Thursday, March 3, 2011

A World of Sad

     I've noticed, with myself and others I've observed sharing bits of their lives with DID, that most anything relating to the subject of Dissociative Identity Disorder is gruesome.  The lives of people who have survived consistent trauma that result in their minds being split into different sections often have quite a bit of humor, as a survival mechanism, but rarely offer glimpses of happiness.  We often tell jokes and funny stories to lighten the mood but they tend to have a macabre quality, perhaps necessary to ease into the transition of facing a reality that stares death in the face.  In hearing story after story of lives that are a string of betrayal, rape, neglect, terror, abuse, torture, and disease, on top of the hardest burden of facing up to those things in my own life, it is hard to see this world as anything but sad.
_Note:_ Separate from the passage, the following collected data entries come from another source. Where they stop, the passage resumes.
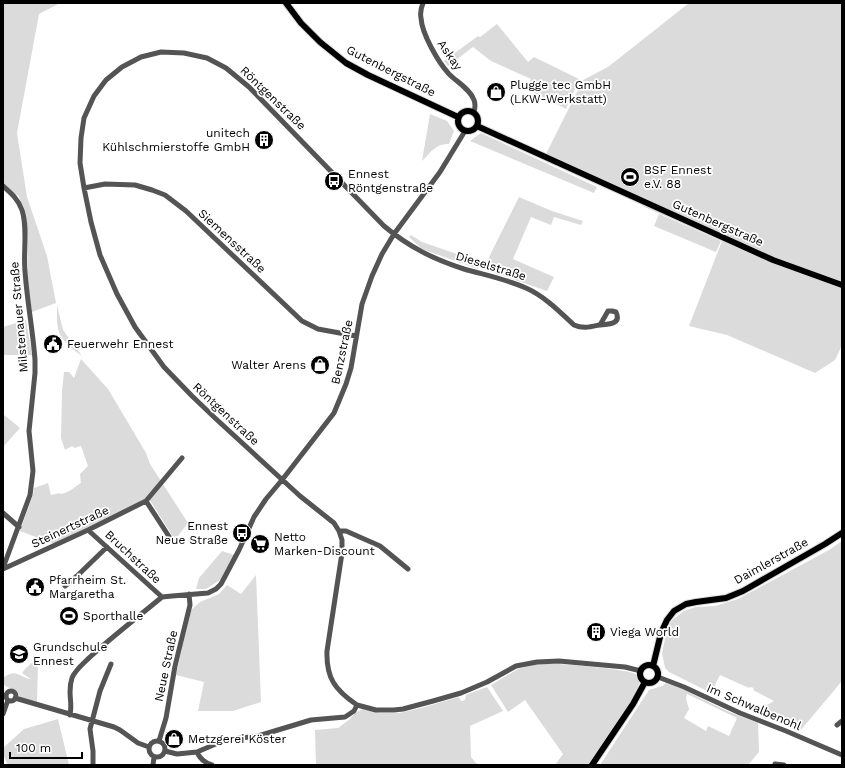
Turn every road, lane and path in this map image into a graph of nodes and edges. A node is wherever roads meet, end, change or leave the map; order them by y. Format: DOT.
graph roads {
  1 [pos="286,3"];
  2 [pos="423,3"];
  3 [pos="474,112"];
  4 [pos="458,117"];
  5 [pos="477,126"];
  6 [pos="465,131"];
  7 [pos="3,186"];
  8 [pos="84,188"];
  9 [pos="394,234"];
  10 [pos="842,285"];
  11 [pos="600,325"];
  12 [pos="356,336"];
  13 [pos="182,458"];
  14 [pos="282,480"];
  15 [pos="146,501"];
  16 [pos="3,513"];
  17 [pos="19,527"];
  18 [pos="88,530"];
  19 [pos="339,532"];
  20 [pos="842,533"];
  21 [pos="170,538"];
  22 [pos="106,547"];
  23 [pos="3,569"];
  24 [pos="408,570"];
  25 [pos="65,586"];
  26 [pos="189,594"];
  27 [pos="162,597"];
  28 [pos="111,664"];
  29 [pos="653,666"];
  30 [pos="641,671"];
  31 [pos="658,677"];
  32 [pos="645,682"];
  33 [pos="3,687"];
  34 [pos="6,696"];
  35 [pos="16,698"];
  36 [pos="357,705"];
  37 [pos="3,714"];
  38 [pos="70,715"];
  39 [pos="92,721"];
  40 [pos="842,721"];
  41 [pos="837,726"];
  42 [pos="159,741"];
  43 [pos="149,747"];
  44 [pos="165,751"];
  45 [pos="197,752"];
  46 [pos="842,755"];
  47 [pos="154,757"];
  48 [pos="775,764"];
  49 [pos="93,765"];
  50 [pos="153,765"];
  51 [pos="212,765"];
  52 [pos="592,765"];
  53 [pos="784,765"];
  1 -- 4 [label="main road, Gutenbergstraße"];
  2 -- 3 [label="street, Askay"];
  3 -- 4 [label="main road"];
  3 -- 5 [label="main road"];
  4 -- 6 [label="main road"];
  5 -- 6 [label="main road"];
  5 -- 10 [label="main road, Gutenbergstraße"];
  6 -- 9 [label="street, Benzstraße"];
  7 -- 17 [label="street, Milstenauer Straße"];
  8 -- 9 [label="street, Röntgenstraße"];
  8 -- 12 [label="street, Siemensstraße"];
  8 -- 14 [label="street, Röntgenstraße"];
  9 -- 11 [label="street, Dieselstraße"];
  9 -- 12 [label="street, Benzstraße"];
  12 -- 14 [label="street, Benzstraße"];
  13 -- 15 [label="street, Steinertstraße"];
  14 -- 19 [label="street, Röntgenstraße"];
  14 -- 26 [label="street, Benzstraße"];
  15 -- 18 [label="street, Steinertstraße"];
  15 -- 21 [label="street"];
  16 -- 17 [label="street"];
  17 -- 23 [label="street, Milstenauer Straße"];
  18 -- 22 [label="street, Bruchstraße"];
  18 -- 23 [label="street, Steinertstraße"];
  19 -- 24 [label="street"];
  19 -- 36 [label="street"];
  20 -- 29 [label="main road, Daimlerstraße"];
  22 -- 25 [label="street"];
  22 -- 27 [label="street, Bruchstraße"];
  26 -- 27 [label="street, Bruchstraße"];
  26 -- 42 [label="street, Neue Straße"];
  27 -- 38 [label="street"];
  28 -- 39 [label="street"];
  29 -- 30 [label="main road"];
  29 -- 31 [label="main road"];
  30 -- 32 [label="main road"];
  30 -- 36 [label="street"];
  31 -- 32 [label="main road"];
  31 -- 46 [label="street, Im Schwalbenohl"];
  32 -- 52 [label="main road"];
  33 -- 34 [label="street"];
  34 -- 35 [label="street"];
  34 -- 35 [label="street"];
  34 -- 37 [label="street"];
  35 -- 38 [label="street"];
  36 -- 45 [label="street"];
  38 -- 39 [label="street"];
  39 -- 43 [label="street"];
  39 -- 49 [label="street"];
  40 -- 41 [label="street"];
  42 -- 43 [label="street"];
  42 -- 44 [label="street"];
  43 -- 47 [label="street"];
  44 -- 45 [label="street"];
  44 -- 47 [label="street"];
  45 -- 51 [label="street"];
  47 -- 50 [label="street"];
  48 -- 53 [label="street"];
}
    I don't really have any answers to negate that, the evidence of hardship is too strong for anyone to ignore, but I do have one ability that so many people don't.  Or I should say, one ability that my abuser didn't.  In this case, the abuser I refer to is my father, the term 'abuser' and 'father' switch in my mind, I had many horrible experiences with him and many good, and I can't justify ignoring either.  In my mind he was either 'good dad' or 'bad dad' and which ever he was I would switch accordingly.  But no matter which dad he was, good dad or bad dad, abuser or father, he believed absolutely to his core in the badness of the world.  Perhaps one of the things that made me such a target for him is that I refused to give up my belief in good.  I saw beauty and good in everything.  He tried to hammer it out of me, make me understand the world as bleakly as he did.  I think, actually, he was torn, wanting to hold on to me for the hope I stubbornly held to and wanting to crush me for it at the same time.  Not as torn as I was.   Now at age 24 with 36 personalities I can testify that trying to balance love in a world with the extremes of desperation and hate was very difficult indeed.

    I still see beauty and good in everything.  That is why in spite of everything I believe I have won, against him and other people who hurt me but perhaps more accurately I have won against the evil and hardship in the world because I don't believe in it.  I know it is a lie.  I still see beauty and good in everything, even him.